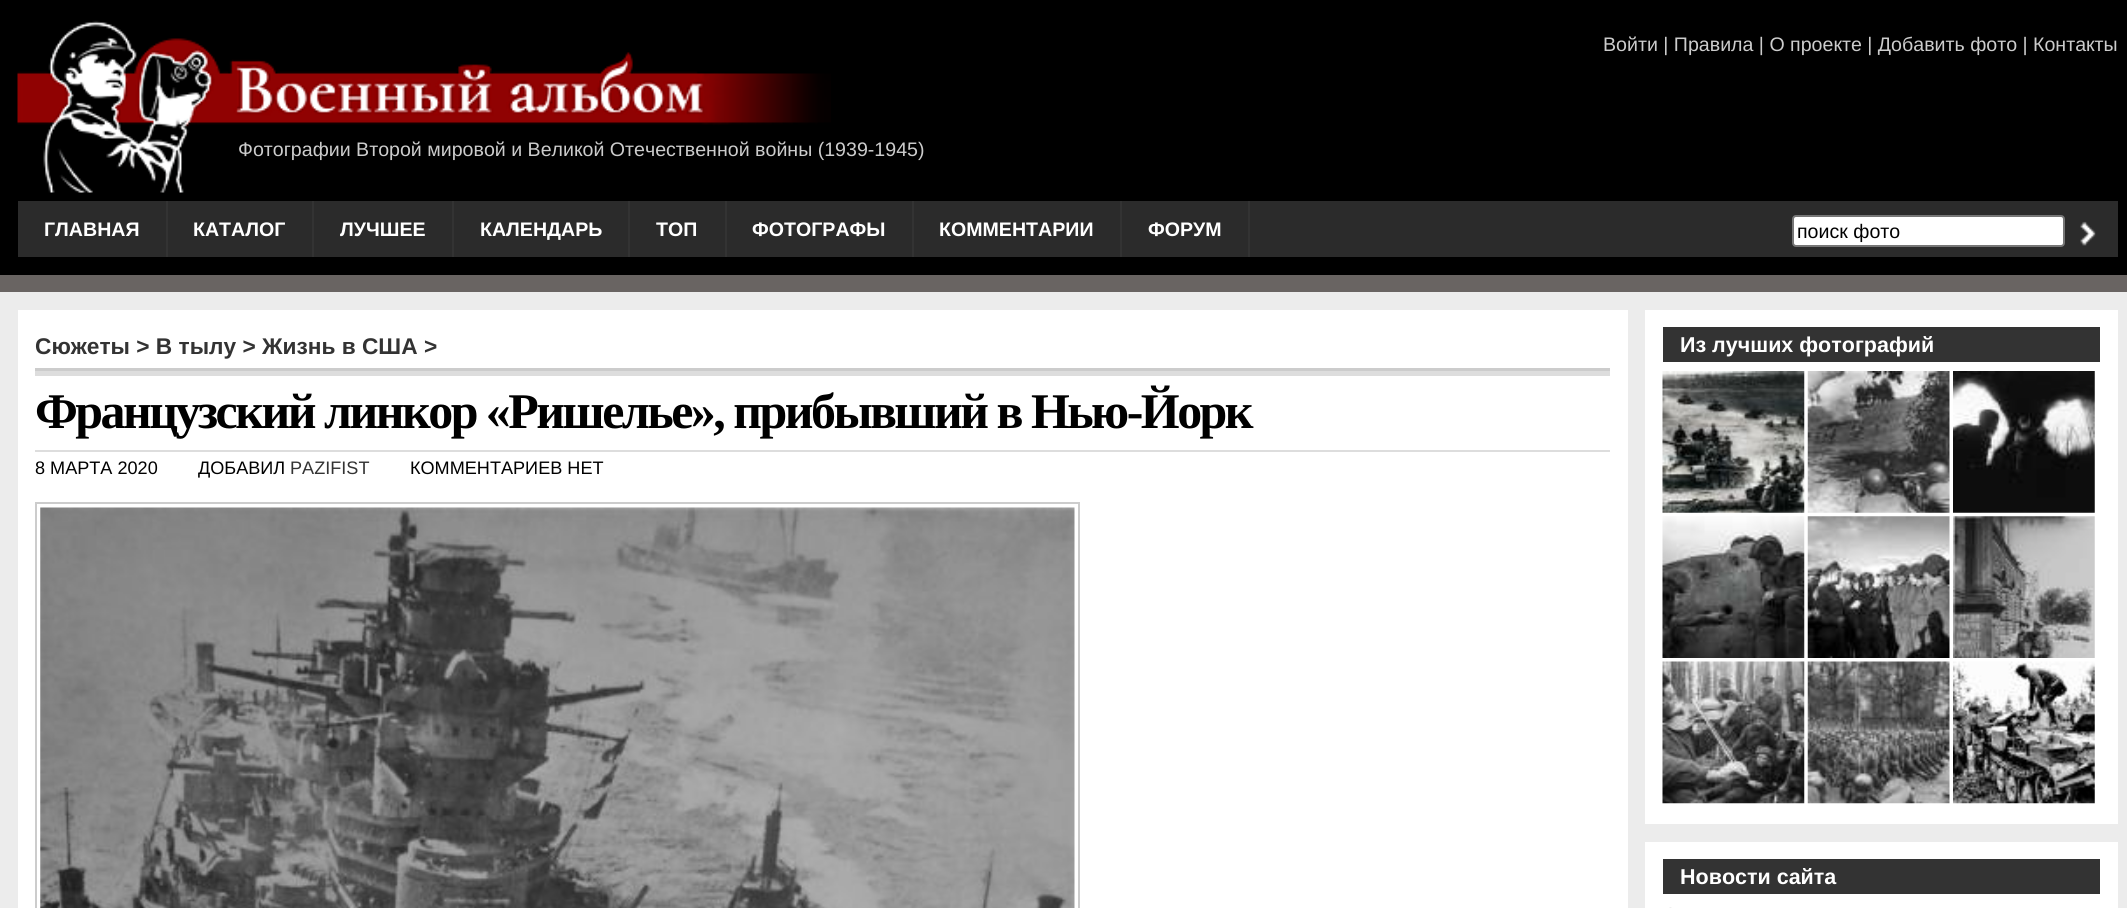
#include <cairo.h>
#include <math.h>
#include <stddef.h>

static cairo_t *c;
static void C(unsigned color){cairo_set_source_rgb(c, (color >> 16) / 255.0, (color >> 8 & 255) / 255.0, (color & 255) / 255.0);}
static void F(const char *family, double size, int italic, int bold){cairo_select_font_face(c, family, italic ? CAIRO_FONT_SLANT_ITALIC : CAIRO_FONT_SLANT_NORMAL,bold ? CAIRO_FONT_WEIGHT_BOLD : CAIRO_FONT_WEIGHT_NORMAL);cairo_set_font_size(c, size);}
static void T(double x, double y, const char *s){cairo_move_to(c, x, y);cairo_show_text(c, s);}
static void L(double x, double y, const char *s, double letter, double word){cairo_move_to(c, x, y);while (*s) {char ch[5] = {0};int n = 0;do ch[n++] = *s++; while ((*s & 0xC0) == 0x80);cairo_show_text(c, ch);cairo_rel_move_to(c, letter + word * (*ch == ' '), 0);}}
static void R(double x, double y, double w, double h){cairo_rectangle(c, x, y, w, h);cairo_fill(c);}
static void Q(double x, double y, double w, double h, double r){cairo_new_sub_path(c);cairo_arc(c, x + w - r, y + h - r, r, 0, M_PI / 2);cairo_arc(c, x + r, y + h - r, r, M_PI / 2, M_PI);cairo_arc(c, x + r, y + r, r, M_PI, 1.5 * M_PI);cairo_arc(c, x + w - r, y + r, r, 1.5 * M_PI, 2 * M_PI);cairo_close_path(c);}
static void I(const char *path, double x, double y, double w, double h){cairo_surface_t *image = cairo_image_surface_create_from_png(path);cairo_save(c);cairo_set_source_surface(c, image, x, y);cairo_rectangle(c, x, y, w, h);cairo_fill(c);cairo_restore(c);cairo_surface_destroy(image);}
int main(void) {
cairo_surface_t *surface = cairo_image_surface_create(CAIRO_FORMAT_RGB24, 2127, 908);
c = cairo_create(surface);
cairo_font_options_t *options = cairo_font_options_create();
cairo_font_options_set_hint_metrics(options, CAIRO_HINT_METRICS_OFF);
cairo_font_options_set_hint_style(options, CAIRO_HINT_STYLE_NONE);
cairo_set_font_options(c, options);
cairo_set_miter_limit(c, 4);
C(0x696462);
cairo_paint(c);
C(0x000000);
R(0,0,2127,275);
F("Liberation Sans",19.6,0,0);
C(0xcccccc);
T(1603,51,"Войти | Правила | О проекте | Добавить фото | Контакты");
I("1.png",17,20,814,173);
T(238,156,"Фотографии Второй мировой и Великой Отечественной войны (1939-1945)");
C(0x2b2b2b);
R(18,201,2100,56);
C(0x333333);
R(166,201,2,56);
F("Liberation Sans",19.6,0,1);
C(0xffffff);
T(44,236,"ГЛАВНАЯ");
C(0x333333);
R(312,201,2,56);
C(0xffffff);
T(193,236,"КАТАЛОГ");
C(0x333333);
R(452,201,2,56);
C(0xffffff);
T(340,236,"ЛУЧШЕЕ");
C(0x333333);
R(628,201,2,56);
C(0xffffff);
T(480,236,"КАЛЕНДАРЬ");
C(0x333333);
R(725,201,2,56);
C(0xffffff);
T(656,236,"ТОП");
C(0x333333);
R(912,201,2,56);
C(0xffffff);
T(752,236,"ФОТОГРАФЫ");
C(0x333333);
R(1120,201,2,56);
C(0xffffff);
T(939,236,"КОММЕНТАРИИ");
C(0x333333);
R(1248,201,2,56);
C(0xffffff);
T(1148,236,"ФОРУМ");
Q(1793,216,271,30,3);
cairo_fill_preserve(c);
C(0x767676);
cairo_stroke(c);
F("Liberation Sans",19.6,0,0);
C(0x000000);
T(1797,238,"поиск фото");
I("2.png",2080,221,16,25);
C(0xececec);
R(0,292,2127,616);
C(0xffffff);
R(18,310,1610,598);
C(0xcccccc);
R(35,368,1575,3);
F("Liberation Sans",22.7,0,1);
C(0x333333);
T(35,354,"Сюжеты > В тылу > Жизнь в США >");
C(0xdddddd);
R(35,371,1575,5);
R(35,450,1575,2);
F("Liberation Serif",49.9,0,1);
C(0x000000);
L(35,428,"Французский линкор «Ришелье», прибывший в Нью-Йорк",-2.5,0);
F("Liberation Sans",18.1,0,0);
T(35,474,"8 МАРТА 2020");
T(198,474,"ДОБАВИЛ");
C(0x333333);
T(290,474,"PAZIFIST");
C(0x000000);
T(410,474,"КОММЕНТАРИЕВ НЕТ");
cairo_rectangle(c,36,503,1043,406);
C(0xcccccc);
cairo_stroke(c);
I("3.png",40,507,1035,401);
C(0xffffff);
R(1645,310,473,514);
C(0x333333);
R(1663,327,437,35);
F("Liberation Sans",21.5,0,1);
C(0xffffff);
T(1680,352,"Из лучших фотографий");
I("4.png",1662,371,143,142);
I("5.png",1807,371,143,142);
I("6.png",1953,371,142,142);
I("7.png",1662,516,143,142);
I("8.png",1807,516,143,142);
I("9.png",1953,516,142,142);
I("10.png",1662,661,143,143);
I("11.png",1807,661,143,143);
I("12.png",1953,661,142,143);
R(1645,842,473,66);
C(0x333333);
R(1663,859,437,35);
C(0xffffff);
T(1680,884,"Новости сайта");
I("13.png",1669,907,3,1);
cairo_surface_write_to_png(surface, "o.png");
cairo_font_options_destroy(options);
cairo_destroy(c);
cairo_surface_destroy(surface);
return 0;
}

-.-.-

### AIM OF THE TASK
Leave the pictures out and output exactly the lines above, from the start of the listing through the line with "static void C(unsigned".

### SOLUTION TO THE PROBLEM
#include <cairo.h>
#include <math.h>
#include <stddef.h>

static cairo_t *c;
static void C(unsigned color){cairo_set_source_rgb(c, (color >> 16) / 255.0, (color >> 8 & 255) / 255.0, (color & 255) / 255.0);}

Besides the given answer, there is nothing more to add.